The Weekly Margs by

G is for GIF

Now I want some peanut butter

Hi, welcome back!

This week, we’re looking at GIFs! GIF stands for Graphical Interchange Format, and the GIF format is one of the older image formats still in popular use. For reference, it was first released in 1987 (compared to JPEG in 1992 and PNG in 1996). GIFs are weird and quirky, they’re limited to a maximum of 256 colors in a given frame, they’re stuck with older compression algorithms so they have fairly large file sizes, but somehow through all of that, they’ve become a staple part of online culture.

GIFs are one of very few media types in web browsers that are given a free pass to play automatically and loop. One of other the limitations of GIFs, compared to more modern equivalents like MP4s, is that they can’t contain sound, so autoplaying them is much less likely to irritate hearing users.

The GIF format has been used since the very earliest web browsers, but the culture of “reaction GIFs” is much more recent. I’ve seen articles point to the 2003-2004 expiration of the LZW compression patents as the beginning of the rise of the GIF, but I also think that the surge in popularity can be attributed to more folks having faster Internet connections, to be able to download these large files smoothly. Finding a GIF larger than 1 MB is fairly common these days, in the days of 56k modems, that would take an entire minute to download, which is unbearable.

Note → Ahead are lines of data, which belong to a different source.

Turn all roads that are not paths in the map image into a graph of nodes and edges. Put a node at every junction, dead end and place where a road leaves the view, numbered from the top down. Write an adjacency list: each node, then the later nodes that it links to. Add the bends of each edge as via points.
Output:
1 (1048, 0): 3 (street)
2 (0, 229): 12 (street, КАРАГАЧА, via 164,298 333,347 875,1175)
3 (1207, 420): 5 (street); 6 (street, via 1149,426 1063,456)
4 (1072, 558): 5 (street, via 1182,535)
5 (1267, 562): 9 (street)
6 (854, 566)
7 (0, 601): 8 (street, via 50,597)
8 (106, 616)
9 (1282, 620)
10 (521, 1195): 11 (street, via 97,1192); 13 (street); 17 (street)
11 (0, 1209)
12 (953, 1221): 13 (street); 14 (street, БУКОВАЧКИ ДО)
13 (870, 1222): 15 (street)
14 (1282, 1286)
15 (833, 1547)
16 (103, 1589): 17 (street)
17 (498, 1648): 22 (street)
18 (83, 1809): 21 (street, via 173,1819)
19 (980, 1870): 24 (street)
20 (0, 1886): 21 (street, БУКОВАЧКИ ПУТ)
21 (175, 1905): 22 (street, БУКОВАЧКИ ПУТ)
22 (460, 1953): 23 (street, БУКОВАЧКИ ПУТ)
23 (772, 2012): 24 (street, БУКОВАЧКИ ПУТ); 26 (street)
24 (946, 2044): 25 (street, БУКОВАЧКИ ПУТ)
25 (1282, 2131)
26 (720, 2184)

If you had asked me what GIPHY, the GIF indexing side, was worth a few years ago, I would have never in my life guessed $400 million (because Google Image Search is much more reliable for getting me the GIF I actually want). However, Facebook thought otherwise and bought it for as much. There is no shortage of GIFs in 2020.

I think the gold standard of GIFs is the seminal If We Don’t, Remember Me (IWDRM) Tumblr blog, home to “cinemagraphs” which are short segments of popular movies, turned into very smooth GIFs that almost feel like pictures that have a little bit of life to them. Some favorites include ones from The Life Aquatic with Steve Zissou, The Truman Show and Blade Runner. But the whole blog is amazing, it’s a shame it hasn’t been updated in 5 years.

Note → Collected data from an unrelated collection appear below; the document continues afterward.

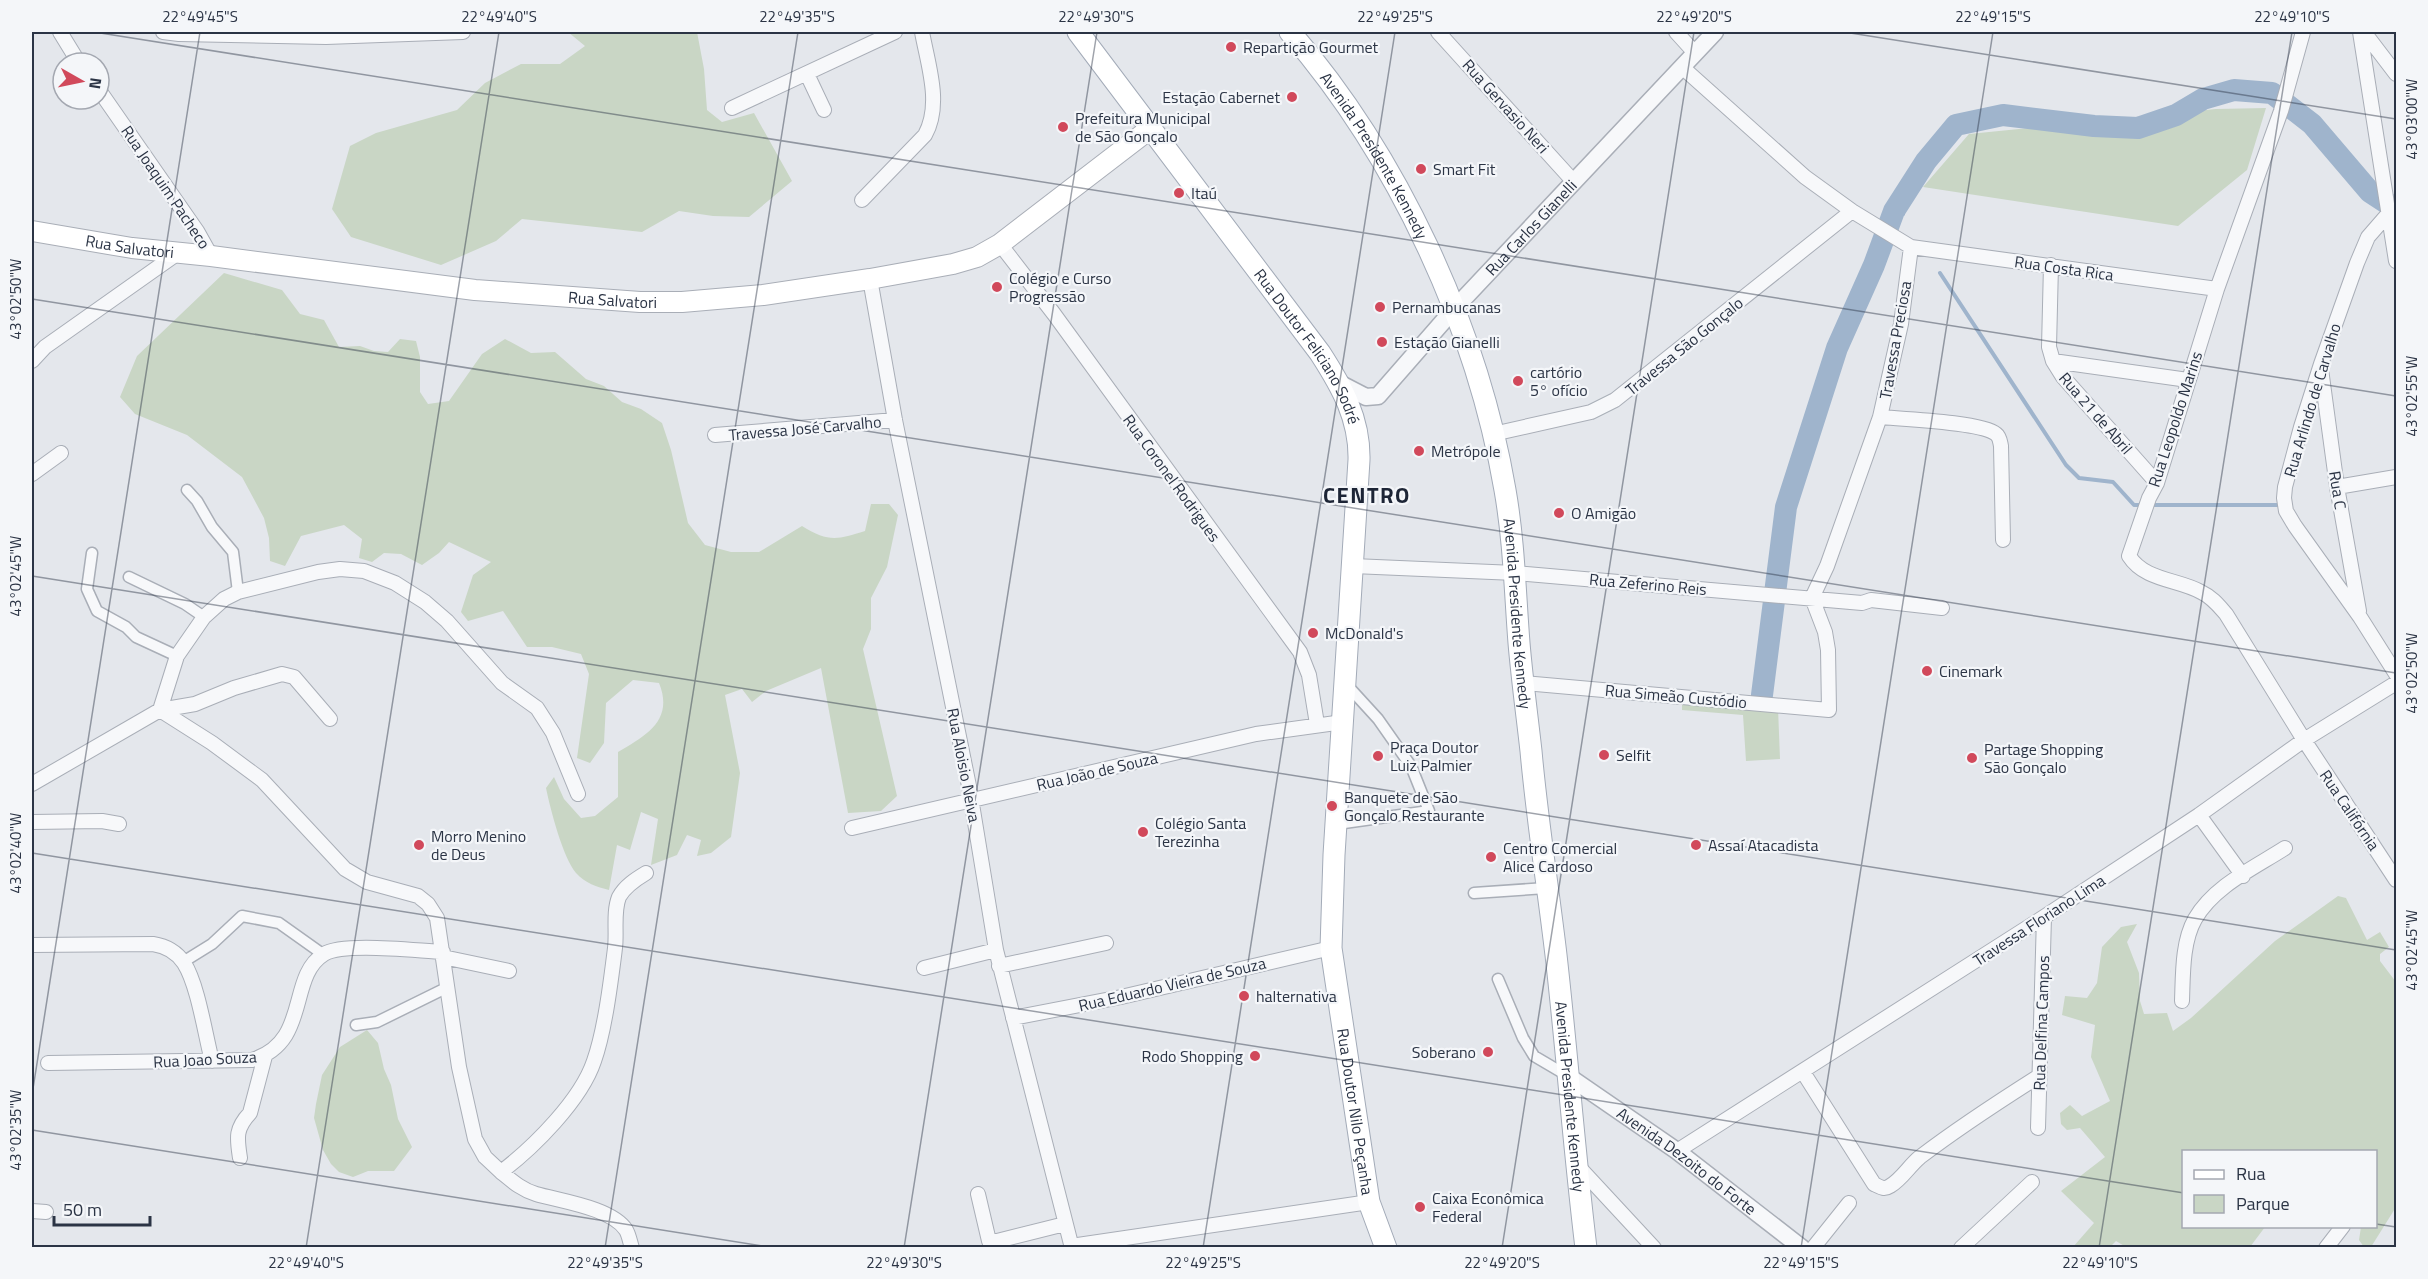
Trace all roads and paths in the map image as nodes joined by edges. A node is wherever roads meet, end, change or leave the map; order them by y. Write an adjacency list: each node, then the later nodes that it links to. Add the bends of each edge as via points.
1 (60, 32): 15 (street)
2 (163, 32): 13 (street)
3 (463, 32): 14 (street, via 326,37)
4 (895, 32): 18 (street)
5 (922, 32): 25 (street, via 935,106 932,123)
6 (1078, 32): 23 (main road, Rua Doutor Feliciano Sodré)
7 (1290, 32): 37 (main road, Avenida Presidente Kennedy, via 1365,131 1411,214)
8 (1438, 32): 24 (street, Rua Gervasio Neri)
9 (1676, 32): 16 (street)
10 (1715, 32): 16 (street, Rua Carlos Gianelli)
11 (2303, 32): 36 (street, Rua Leopoldo Marins, via 2281,111)
12 (2362, 32): 19 (street); 26 (street)
13 (178, 33): 14 (street)
14 (302, 34)
15 (72, 51)
16 (1695, 53): 17 (street, Rua Carlos Gianelli)
17 (1682, 67): 24 (street, Rua Carlos Gianelli); 27 (street, via 1805,177)
18 (807, 74): 21 (street); 22 (street)
19 (2397, 74)
20 (111, 107): 32 (street, Rua Joaquim Pacheco)
21 (732, 108)
22 (824, 110)
23 (1151, 128): 29 (main road, Rua Salvatori); 42 (main road, Rua Doutor Feliciano Sodré)
24 (1574, 182): 37 (street, Rua Carlos Gianelli)
25 (862, 200)
26 (2387, 207): 33 (street); 40 (street, Rua Arlindo de Carvalho, via 2368,237)
27 (1852, 211): 30 (street); 45 (street, Travessa São Gonçalo, via 1616,400 1591,412)
28 (32, 231): 31 (main road, Rua Salvatori)
29 (1000, 244): 35 (main road, Rua Salvatori, via 953,264); 71 (street, Rua Coronel Rodrigues, via 1300,652)
30 (1906, 245): 34 (street, Rua Costa Rica); 43 (street, Travessa Preciosa, via 1901,324)
31 (178, 253): 32 (main road, Rua Salvatori); 38 (street, via 45,347)
32 (211, 256): 35 (main road, Rua Salvatori, via 475,290 640,302 764,295)
33 (2397, 261)
34 (2051, 265): 36 (street, Rua Costa Rica); 39 (street, Rua 21 de Abril, via 2049,347)
35 (870, 279): 44 (street, Rua Aloisio Neiva)
36 (2217, 289): 41 (street, Rua Leopoldo Marins)
37 (1454, 309): 42 (street, Rua Carlos Gianelli, via 1378,396 1366,398); 45 (main road, Avenida Presidente Kennedy)
38 (32, 361)
39 (2053, 361): 41 (street); 50 (street, Rua 21 de Abril)
40 (2321, 364): 51 (street, Rua C); 61 (street, Rua Arlindo de Carvalho, via 2285,487 2286,511)
41 (2188, 380): 50 (street, Rua Leopoldo Marins)
42 (1339, 383): 55 (main road, Rua Doutor Feliciano Sodré, via 1357,426 1360,444)
43 (1880, 417): 53 (street, via 1964,425 1994,432 1999,437); 59 (street, Travessa Preciosa)
44 (895, 420): 46 (street, Travessa José Carvalho); 75 (street, Rua Aloisio Neiva)
45 (1493, 434): 56 (main road, Avenida Presidente Kennedy, via 1505,489)
46 (715, 435)
47 (61, 453): 48 (street)
48 (32, 474)
49 (2397, 477): 51 (street)
50 (2157, 483): 72 (street, Rua Leopoldo Marins, via 2129,556 2135,566 2200,591 2213,600 2226,614)
51 (2337, 487): 61 (street, Rua C)
52 (187, 490): 58 (street, via 233,552)
53 (2003, 540)
54 (92, 553): 63 (street, via 87,589 97,611 126,627 136,638)
55 (1353, 566): 56 (street, Rua Zeferino Reis); 67 (main road, Rua Doutor Feliciano Sodré)
56 (1515, 573): 59 (street, Rua Zeferino Reis); 65 (main road, Avenida Presidente Kennedy)
57 (129, 577): 62 (street)
58 (238, 592): 62 (street); 74 (street, via 340,569 364,571 395,583 447,621 502,683 537,708 554,733)
59 (1812, 598): 60 (street, Rua Zeferino Reis); 65 (street, Rua Simeão Custódio, via 1828,650 1829,710)
60 (1942, 608)
61 (2360, 616): 64 (street, Rua Arlindo de Carvalho)
62 (204, 617): 63 (street)
63 (177, 656): 68 (street)
64 (2397, 674)
65 (1523, 683): 85 (main road, Avenida Presidente Kennedy)
66 (2397, 683): 72 (street, Travessa Floriano Lima)
67 (1346, 684): 70 (main road, Rua Doutor Feliciano Sodré); 79 (street, via 1378,719 1411,766 1430,811)
68 (160, 710): 69 (street, via 195,704 282,674 294,677); 73 (street); 92 (street, via 262,780 345,869 367,882 418,896 428,904 437,918)
69 (330, 719)
70 (1344, 722): 71 (street, Rua João de Souza); 79 (main road, Rua Doutor Nilo Peçanha)
71 (1317, 724): 75 (street, Rua João de Souza, via 1256,734)
72 (2304, 740): 76 (street, Travessa Floriano Lima); 84 (street, Rua Califórnia)
73 (32, 784)
74 (578, 794)
75 (972, 801): 80 (street, Rua João de Souza); 91 (street, Rua Aloisio Neiva)
76 (2199, 815): 83 (street); 87 (street, Travessa Floriano Lima)
77 (32, 822): 78 (street)
78 (119, 824)
79 (1337, 824): 90 (main road, Rua Doutor Nilo Peçanha)
80 (852, 828)
81 (2285, 848): 83 (street)
82 (646, 873): 113 (street, via 636,878 619,898 600,1032 594,1060 580,1091)
83 (2243, 876): 100 (street, via 2212,896 2194,920 2185,953)
84 (2397, 880)
85 (1546, 888): 86 (street); 107 (main road, Avenida Presidente Kennedy)
86 (1474, 893)
87 (2044, 917): 106 (street, Travessa Floriano Lima); 108 (street, Rua Delfina Campos)
88 (1106, 943): 95 (street)
89 (32, 945): 94 (street, via 153,944 166,946)
90 (1331, 948): 101 (street, Rua Eduardo Vieira de Souza); 116 (main road, Rua Doutor Nilo Peçanha)
91 (996, 950): 95 (street, Rua Aloisio Neiva); 96 (street)
92 (443, 954): 93 (street, via 360,949); 97 (street); 99 (street)
93 (324, 955): 94 (street, via 279,923 242,916 212,944); 103 (street, Rua Joao Souza, via 310,969 291,1027)
94 (183, 962): 104 (street, via 190,975)
95 (999, 966): 101 (street, Rua Aloisio Neiva)
96 (924, 968)
97 (510, 971)
98 (1498, 979): 107 (street, via 1534,1056)
99 (446, 988): 102 (street, via 377,1022); 113 (street, via 475,1139 485,1157)
100 (2182, 1001)
101 (1013, 1018): 120 (street, Rua Aloisio Neiva)
102 (356, 1024)
103 (265, 1056): 104 (street, Rua Joao Souza); 111 (street, via 250,1113 236,1135)
104 (212, 1061): 105 (street, Rua Joao Souza)
105 (48, 1063)
106 (1803, 1072): 108 (street, via 1874,1184 1881,1188 1896,1182 1917,1159); 110 (street, Travessa Floriano Lima)
107 (1568, 1076): 110 (street, Avenida Dezoito do Forte); 112 (main road, Avenida Presidente Kennedy)
108 (2039, 1077): 109 (street, Rua Delfina Campos)
109 (2038, 1128)
110 (1677, 1151): 127 (street, Avenida Dezoito do Forte)
111 (240, 1158)
112 (1576, 1163): 125 (main road, Avenida Presidente Kennedy); 126 (street)
113 (501, 1172): 123 (street, via 534,1194 605,1214 627,1231)
114 (2032, 1182): 129 (street)
115 (978, 1194): 120 (street, via 989,1241)
116 (1368, 1202): 122 (street); 124 (main road, Rua Doutor Nilo Peçanha)
117 (1849, 1203): 128 (street)
118 (32, 1211): 119 (street)
119 (46, 1212)
120 (1065, 1224): 122 (street, Rua Aloisio Neiva)
121 (2342, 1228): 130 (street)
122 (1071, 1247)
123 (632, 1248)
124 (1386, 1248)
125 (1586, 1248)
126 (1654, 1248)
127 (1802, 1248)
128 (1813, 1248)
129 (1961, 1248)
130 (2326, 1248)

My GIFs are nowhere near that quality, but let’s look at them anyways!

April 2017. Faust Nightclub (Paris, France)

When I went to Paris with Grant back in 2017 (the H is for Hipster Aesthetic trip), we stopped for a drink while we walked back along the Seine. Grant borrowed my camera and took a burst of photos of me. When looking through them later, I realized these two frames made for a great eyebrow raise, so I combined them into a GIF. I had uploaded this one to GIPHY just to try it out, but don’t use it to react to anything.

October 2017. Cazalla Observatorio de Aves Planeadoras (Tarifa, Spain)

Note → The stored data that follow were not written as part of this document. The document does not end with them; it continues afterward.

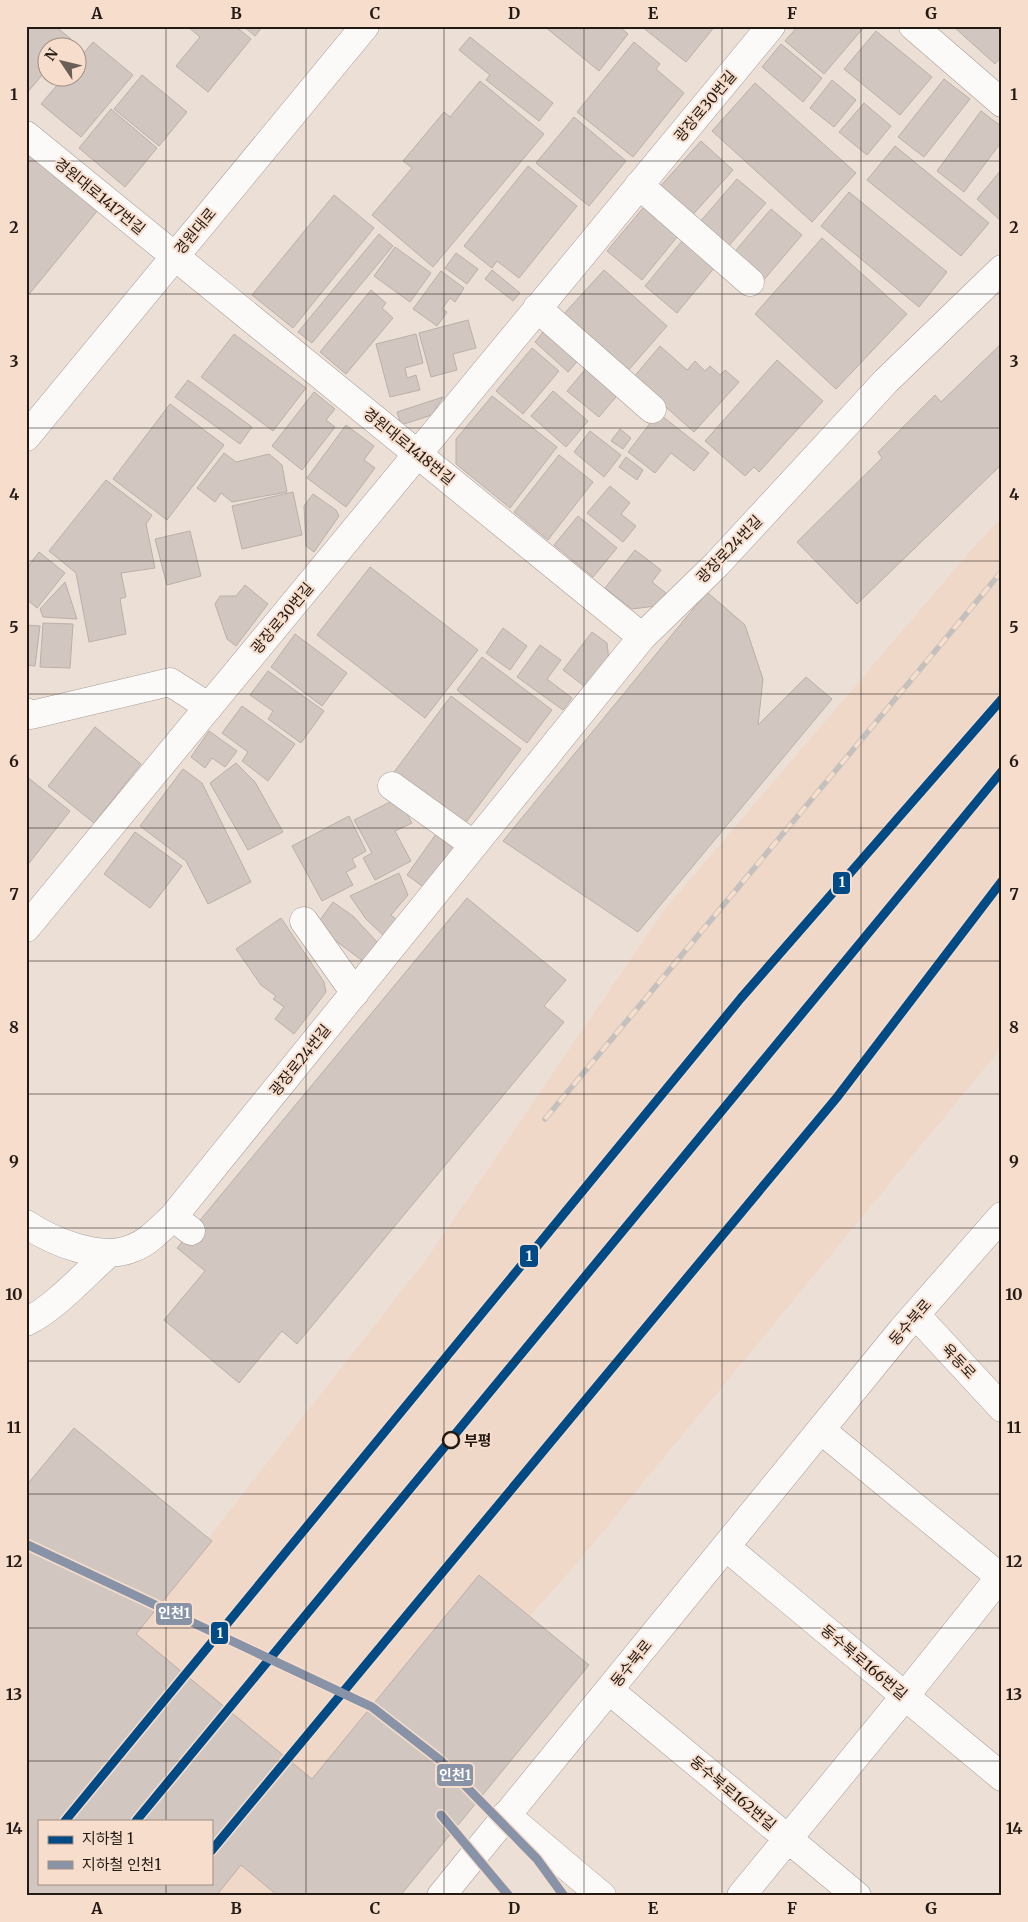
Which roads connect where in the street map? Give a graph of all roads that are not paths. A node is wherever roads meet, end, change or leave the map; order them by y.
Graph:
1 (365, 26) edge
2 (771, 26) edge
3 (913, 26) edge
4 (1002, 103) edge
5 (26, 135) edge
6 (639, 185) junction
7 (174, 257) junction
8 (1002, 269) edge
9 (750, 282) dead end
10 (537, 308) junction
11 (652, 409) dead end
12 (26, 437) edge
13 (418, 454) junction
14 (642, 637) junction
15 (209, 707) junction
16 (26, 712) edge
17 (392, 786) dead end
18 (474, 845) junction
19 (304, 921) dead end
20 (26, 928) edge
21 (355, 993) junction
22 (1002, 1216) edge
23 (26, 1224) edge
24 (109, 1252) junction
25 (916, 1314) junction
26 (26, 1322) edge
27 (1002, 1408) edge
28 (821, 1430) junction
29 (726, 1546) junction
30 (609, 1690) junction
31 (905, 1696) junction
32 (1002, 1777) edge
33 (506, 1816) junction
34 (788, 1838) junction
35 (441, 1896) edge
36 (602, 1896) edge
37 (741, 1896) edge
38 (858, 1896) edge

1 - 7 street, 경원대로
2 - 6 street, 광장로30번길
3 - 4 street
5 - 7 street, 경원대로1417번길
6 - 9 street
6 - 10 street, 광장로30번길
7 - 12 street, 경원대로
7 - 13 street, 경원대로1418번길
8 - 14 street, 광장로24번길
10 - 11 street
10 - 13 street, 광장로30번길
13 - 14 street, 경원대로1418번길
13 - 15 street, 광장로30번길
14 - 18 street, 광장로24번길
15 - 16 street
15 - 20 street, 광장로30번길
17 - 18 street
18 - 21 street, 광장로24번길
19 - 21 street
21 - 24 street, 광장로24번길
22 - 25 street, 동수북로
23 - 24 street, 광장로24번길
24 - 26 street
25 - 27 street, 육동로
25 - 28 street, 동수북로
28 - 29 street, 동수북로
28 - 31 street
29 - 30 street, 동수북로
29 - 31 street, 동수북로166번길
30 - 33 street, 동수북로
30 - 34 street, 동수북로162번길
31 - 32 street, 동수북로166번길
31 - 34 street
33 - 35 street, 동수북로
33 - 36 street
34 - 37 street
34 - 38 street, 동수북로162번길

Tarifa, the extremely photogenic city in the south of Spain has been in a few issues before. One evening, we up the hill to this observatory to watch the sun set over the Mediterranean. The limited colors of the GIF don’t do this justice, but it was spectacular. Vanessa (pictured) did a cartwheel and I took a burst of photos that I later combined into a GIF. Part of me wishes I had a tripod to be a little more steady. But either way, it was such a fun trip and I have so many good memories associated with it.

September 2018. Pacific Heights (San Francisco, CA)

This was one night walking around near home, and I loved how thick the fog was, that you could see it through the streetlights. This was a Live Photo that I took my phone. Photos app on my computer turned it into a 12MB GIF, and then I scaled it down a bit to fit better in email, this is another image where the color limit in GIF kind of harshes the vibe, but I think some of it still comes across.

September 2019. Guiness Brewery (Dublin, Ireland)

How can you go to Dublin and not have a Guiness at their brewery? This is another Live Photo, I just loved the creamy texture billowing, and it made for a surprisingly good loop too!

October 2020. Alamo Square (San Francisco, CA)

I was running an errand the other day, and stopped and saw this mask hanging off of a staircase like this, waving slightly in the wind. I wanted to capture it, it felt like a very current moment, and then I remembered that a Live Photo was a better way to capture the moment than just a still photo. This used the iPhone’s “bounce” setting for making it reverse and loop, and then I scaled down the image to make it a better GIF for email. I think it turned out pretty well! But this is another one where I wish I had a tripod.